May 26, 2010

Artist Profile | Kent Monkman

This is not directly related to fashion - but it's a blog article on Kent Monkman. I love his artwork and the concepts behind it. Monkman uses 'fashion' triggers like headdresses and platform shoes to discuss identity, gender, and sexuality, as well as issues pertaining to racism and colonization. I shrunk the article down a little bit, so you can read the full article here.

Kent Monkman
by John for dedeceblog.com


In his multifaceted work, Toronto based painter, photographer, performance and video installation artist Kent Monkman deals a table-turning hand on the one-sided histories of Euro-American descent.

Using parody and his flamboyant alter-ego ‘Miss Chief Eagle Testickle’, he subtly turns pioneering myths of the American West into orgiastic revisions of nineteenth-century pastoral scenes. By appropriating the imagery and technique of ‘New World’ landscape painters, and by reversing the usual roles of cowboys and Indians, Monkman questions not only history, but also notions of authenticity and identity. He goes back in time to ‘queer the frontier’.


Through oil paintings, sculptural pieces, films, video and photography, Monkman creates an “Old West” as a land of cross-dressing and role-swapping play between “cowboys and Indians” and at the centre of this work is Miss Chief Eagle Testickle. Miss Chief Eagle Testickle (punning “mischief” and “egotistical”) is Kent Monkman’s performance-art alter ego and she also appears in many of Monkman’s paintings and sculptural pieces.


In a mischievous and humourous manner, Kent Monkman’s art challenges the inherent stereotypes around sexuality and identity, the legacy of colonialism and narratives about Aboriginal culture in the history of art and popular culture. Behind Monkman’s art lies a deep knowledge of past images and iconography, both European and Aboriginal.

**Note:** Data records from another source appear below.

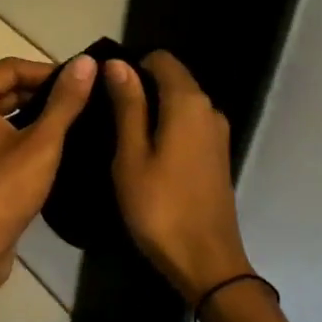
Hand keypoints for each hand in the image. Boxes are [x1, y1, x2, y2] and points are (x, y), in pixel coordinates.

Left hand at [0, 55, 96, 290]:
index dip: (48, 71)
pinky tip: (55, 144)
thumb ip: (65, 101)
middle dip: (43, 92)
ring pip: (3, 112)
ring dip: (36, 114)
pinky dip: (23, 134)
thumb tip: (86, 62)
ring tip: (76, 120)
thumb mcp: (42, 143)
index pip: (11, 68)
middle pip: (5, 88)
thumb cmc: (4, 190)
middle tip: (84, 100)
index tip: (83, 82)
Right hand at [105, 52, 249, 300]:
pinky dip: (166, 129)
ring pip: (179, 104)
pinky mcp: (217, 155)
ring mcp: (217, 133)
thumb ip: (127, 105)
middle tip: (105, 118)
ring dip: (151, 111)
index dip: (130, 67)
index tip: (104, 92)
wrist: (206, 262)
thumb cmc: (159, 206)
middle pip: (172, 79)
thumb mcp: (131, 154)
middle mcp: (209, 109)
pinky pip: (187, 125)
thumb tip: (117, 63)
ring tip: (120, 139)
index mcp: (188, 102)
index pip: (161, 59)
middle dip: (139, 88)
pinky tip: (145, 156)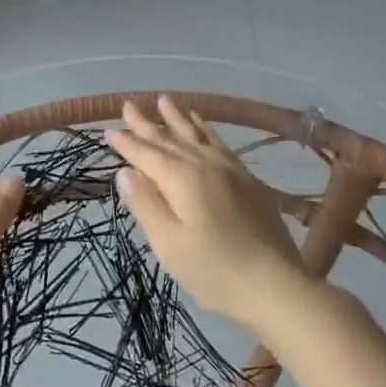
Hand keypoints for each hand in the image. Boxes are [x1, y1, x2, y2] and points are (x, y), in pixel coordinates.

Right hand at [106, 96, 311, 333]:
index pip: (147, 155)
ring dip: (178, 118)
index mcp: (182, 180)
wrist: (276, 286)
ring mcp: (230, 170)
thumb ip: (146, 205)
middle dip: (147, 124)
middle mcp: (205, 165)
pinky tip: (203, 125)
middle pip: (170, 140)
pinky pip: (220, 143)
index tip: (109, 130)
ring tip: (164, 100)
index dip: (127, 144)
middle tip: (128, 105)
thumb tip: (125, 171)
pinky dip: (207, 130)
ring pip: (197, 136)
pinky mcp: (248, 180)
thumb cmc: (214, 271)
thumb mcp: (169, 244)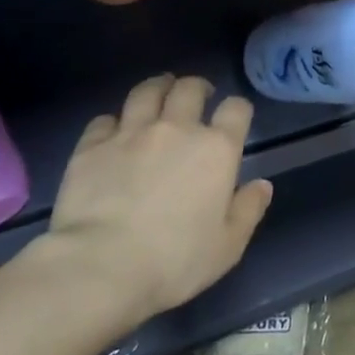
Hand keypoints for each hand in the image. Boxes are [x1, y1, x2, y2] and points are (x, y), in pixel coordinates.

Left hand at [26, 74, 272, 344]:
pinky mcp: (92, 147)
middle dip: (196, 87)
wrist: (100, 267)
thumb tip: (262, 185)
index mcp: (216, 149)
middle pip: (189, 88)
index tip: (234, 117)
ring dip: (157, 88)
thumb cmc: (174, 261)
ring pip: (146, 92)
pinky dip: (112, 122)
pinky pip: (104, 120)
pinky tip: (113, 131)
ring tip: (158, 93)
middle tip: (196, 95)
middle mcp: (177, 129)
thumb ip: (249, 210)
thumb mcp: (228, 246)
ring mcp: (131, 133)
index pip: (236, 109)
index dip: (237, 109)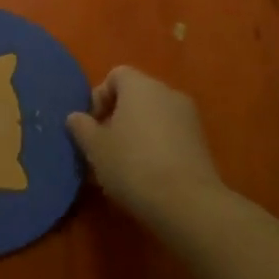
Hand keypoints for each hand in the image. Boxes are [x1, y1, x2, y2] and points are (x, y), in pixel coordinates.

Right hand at [68, 66, 224, 221]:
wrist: (187, 203)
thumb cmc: (133, 166)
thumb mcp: (95, 148)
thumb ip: (82, 127)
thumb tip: (76, 117)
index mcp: (140, 86)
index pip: (115, 75)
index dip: (99, 97)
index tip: (91, 125)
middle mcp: (167, 92)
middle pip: (136, 96)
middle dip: (117, 117)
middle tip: (104, 147)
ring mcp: (189, 117)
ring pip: (154, 117)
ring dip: (137, 133)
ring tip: (124, 165)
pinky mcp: (202, 142)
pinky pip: (170, 135)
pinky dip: (157, 147)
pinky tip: (147, 175)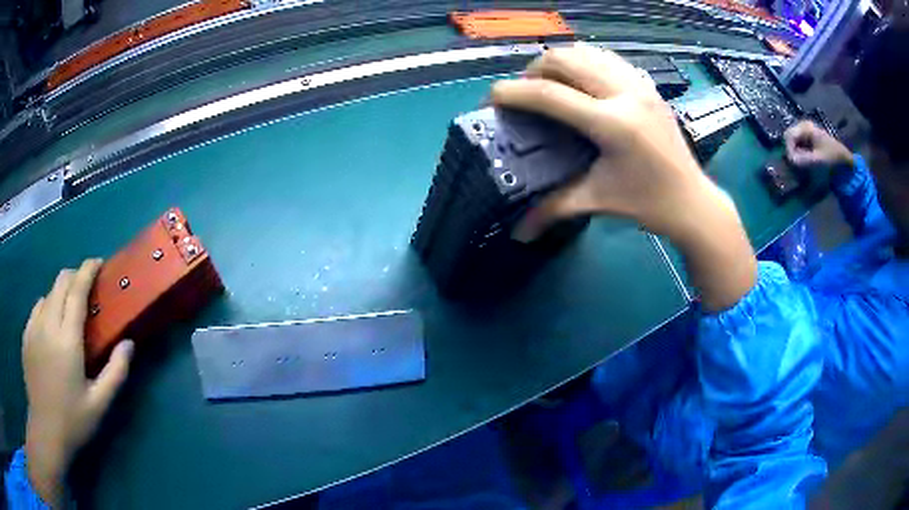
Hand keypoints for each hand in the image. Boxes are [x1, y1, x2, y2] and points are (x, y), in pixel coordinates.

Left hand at [23, 259, 133, 506]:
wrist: (45, 431)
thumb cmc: (73, 421)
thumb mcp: (99, 404)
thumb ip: (115, 373)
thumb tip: (129, 344)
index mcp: (67, 340)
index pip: (76, 290)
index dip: (87, 271)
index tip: (97, 264)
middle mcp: (48, 325)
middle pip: (60, 282)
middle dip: (75, 276)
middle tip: (86, 288)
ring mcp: (33, 328)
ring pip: (48, 293)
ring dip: (61, 292)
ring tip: (68, 310)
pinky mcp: (26, 335)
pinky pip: (37, 307)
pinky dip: (47, 306)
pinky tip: (51, 325)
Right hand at [491, 45, 755, 310]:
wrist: (692, 201)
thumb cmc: (648, 203)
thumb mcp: (598, 200)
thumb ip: (553, 209)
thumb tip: (518, 233)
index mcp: (611, 123)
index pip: (549, 94)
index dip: (513, 92)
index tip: (491, 98)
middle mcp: (625, 94)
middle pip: (564, 59)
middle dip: (533, 70)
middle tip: (525, 93)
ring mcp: (639, 85)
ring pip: (586, 51)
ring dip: (560, 62)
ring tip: (551, 84)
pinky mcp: (648, 86)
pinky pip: (608, 58)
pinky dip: (585, 61)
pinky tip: (582, 81)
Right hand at [784, 120, 853, 167]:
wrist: (844, 160)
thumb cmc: (832, 158)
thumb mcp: (818, 160)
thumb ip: (803, 159)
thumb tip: (790, 159)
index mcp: (806, 127)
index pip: (788, 135)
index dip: (788, 149)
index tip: (793, 163)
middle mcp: (803, 125)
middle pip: (788, 137)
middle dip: (791, 151)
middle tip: (796, 165)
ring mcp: (805, 130)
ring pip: (792, 141)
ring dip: (795, 153)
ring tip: (801, 163)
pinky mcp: (808, 137)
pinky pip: (797, 143)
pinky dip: (798, 152)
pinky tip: (804, 160)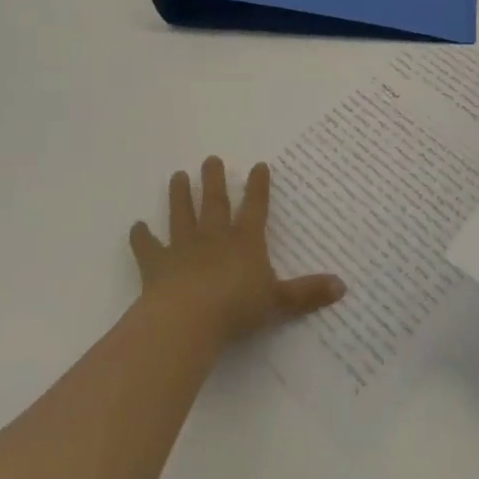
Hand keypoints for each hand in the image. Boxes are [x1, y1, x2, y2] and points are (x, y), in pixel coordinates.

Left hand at [130, 157, 344, 347]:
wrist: (187, 320)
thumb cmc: (236, 308)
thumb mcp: (278, 302)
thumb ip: (307, 293)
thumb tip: (343, 287)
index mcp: (245, 240)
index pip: (256, 207)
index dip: (258, 186)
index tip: (258, 165)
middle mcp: (214, 236)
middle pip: (215, 202)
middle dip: (214, 179)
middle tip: (210, 159)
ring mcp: (183, 248)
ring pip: (182, 214)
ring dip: (179, 195)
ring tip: (177, 175)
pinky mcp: (157, 265)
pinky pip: (148, 247)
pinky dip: (141, 237)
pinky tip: (136, 227)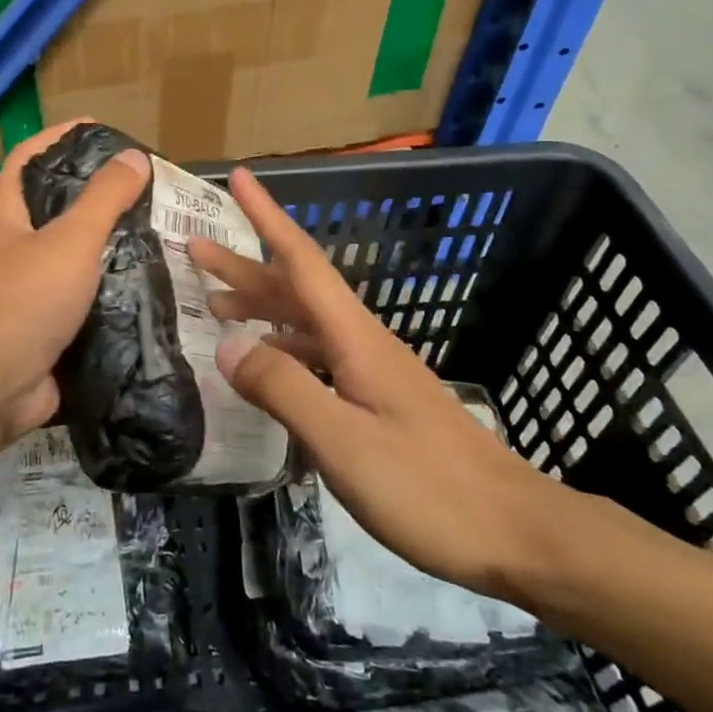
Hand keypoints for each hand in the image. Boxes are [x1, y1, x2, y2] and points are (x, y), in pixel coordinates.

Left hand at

With clever racial role reversals & historical revisionist satire, Kent Monkman skewers depictions of Indians in early 20th-century silent movies & studio portraits.
Canadian Cree Kent Monkman is a prolific artist whose lighthearted paintings, performance art, super-8 movies, antique tintypes, multimedia presentations, & mixed media installations poke fun at racist Hollywood depictions of First Nations people in art and movies. Monkman reverses the roles in the caricaturized cowboys-&-Indians scenario so that it is the ‘Indian’ whose insists on capturing ‘the European Male’ in images before he disappeared forever, as though they were peculiar scientific specimens.


Monkman’s satirical work focuses scrutiny on cultural filters. To this purpose, he created a public performance persona (inspired by popstar Cher) of a very flamboyant drag queen. In her maribou and dyed feather war bonnet, beaded and open-toed stiletto mocassins, dreamcatcher bra/breastplate and Louis Vuitton quiver, Miss Chief swans over Monkman’s visual narratives that completely revise the traditional white view of North American history.



Kent Monkman was born in 1965 in Winnipeg and raised in a family mix of Swampy Cree and English-Irish descent.

He is an accomplished and original painter, filmmaker and performance artist, based in Toronto, where he has lived for the past 20 years.